Exercise:
Which lines in the records below contain the word "Daugherty"? Report each of them.

-------

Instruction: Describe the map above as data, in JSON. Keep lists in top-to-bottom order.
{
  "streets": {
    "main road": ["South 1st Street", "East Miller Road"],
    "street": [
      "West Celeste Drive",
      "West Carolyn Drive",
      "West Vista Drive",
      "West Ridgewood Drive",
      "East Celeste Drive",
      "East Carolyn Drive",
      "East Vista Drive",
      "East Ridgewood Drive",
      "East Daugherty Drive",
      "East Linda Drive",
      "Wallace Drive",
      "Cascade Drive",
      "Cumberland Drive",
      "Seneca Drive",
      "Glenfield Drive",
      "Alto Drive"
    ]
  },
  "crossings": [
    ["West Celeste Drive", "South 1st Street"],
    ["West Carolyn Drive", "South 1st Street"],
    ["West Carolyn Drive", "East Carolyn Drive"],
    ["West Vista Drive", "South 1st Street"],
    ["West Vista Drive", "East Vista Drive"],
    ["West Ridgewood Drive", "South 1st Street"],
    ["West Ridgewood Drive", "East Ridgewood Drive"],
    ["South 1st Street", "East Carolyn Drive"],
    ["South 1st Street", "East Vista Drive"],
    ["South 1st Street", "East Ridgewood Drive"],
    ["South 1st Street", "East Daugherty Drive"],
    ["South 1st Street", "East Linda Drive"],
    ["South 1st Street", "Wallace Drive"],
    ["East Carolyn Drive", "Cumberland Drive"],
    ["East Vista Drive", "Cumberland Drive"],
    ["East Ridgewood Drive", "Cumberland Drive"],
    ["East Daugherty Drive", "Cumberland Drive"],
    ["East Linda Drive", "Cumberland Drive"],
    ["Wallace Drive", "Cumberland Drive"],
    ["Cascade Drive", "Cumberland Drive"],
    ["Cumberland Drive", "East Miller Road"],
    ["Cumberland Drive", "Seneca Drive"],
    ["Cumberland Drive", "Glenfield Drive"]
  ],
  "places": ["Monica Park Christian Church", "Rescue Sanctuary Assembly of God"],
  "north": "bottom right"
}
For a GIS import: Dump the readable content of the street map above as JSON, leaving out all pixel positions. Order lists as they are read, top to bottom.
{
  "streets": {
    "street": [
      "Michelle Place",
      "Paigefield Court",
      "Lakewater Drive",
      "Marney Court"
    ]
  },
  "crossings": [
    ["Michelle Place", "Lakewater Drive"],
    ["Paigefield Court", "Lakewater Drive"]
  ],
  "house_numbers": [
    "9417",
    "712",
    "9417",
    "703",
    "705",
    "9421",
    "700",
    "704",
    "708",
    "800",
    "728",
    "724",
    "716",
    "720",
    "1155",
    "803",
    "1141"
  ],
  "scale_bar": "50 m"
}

-------

Response to this exercise:
      "East Daugherty Drive",
    ["South 1st Street", "East Daugherty Drive"],
    ["East Daugherty Drive", "Cumberland Drive"],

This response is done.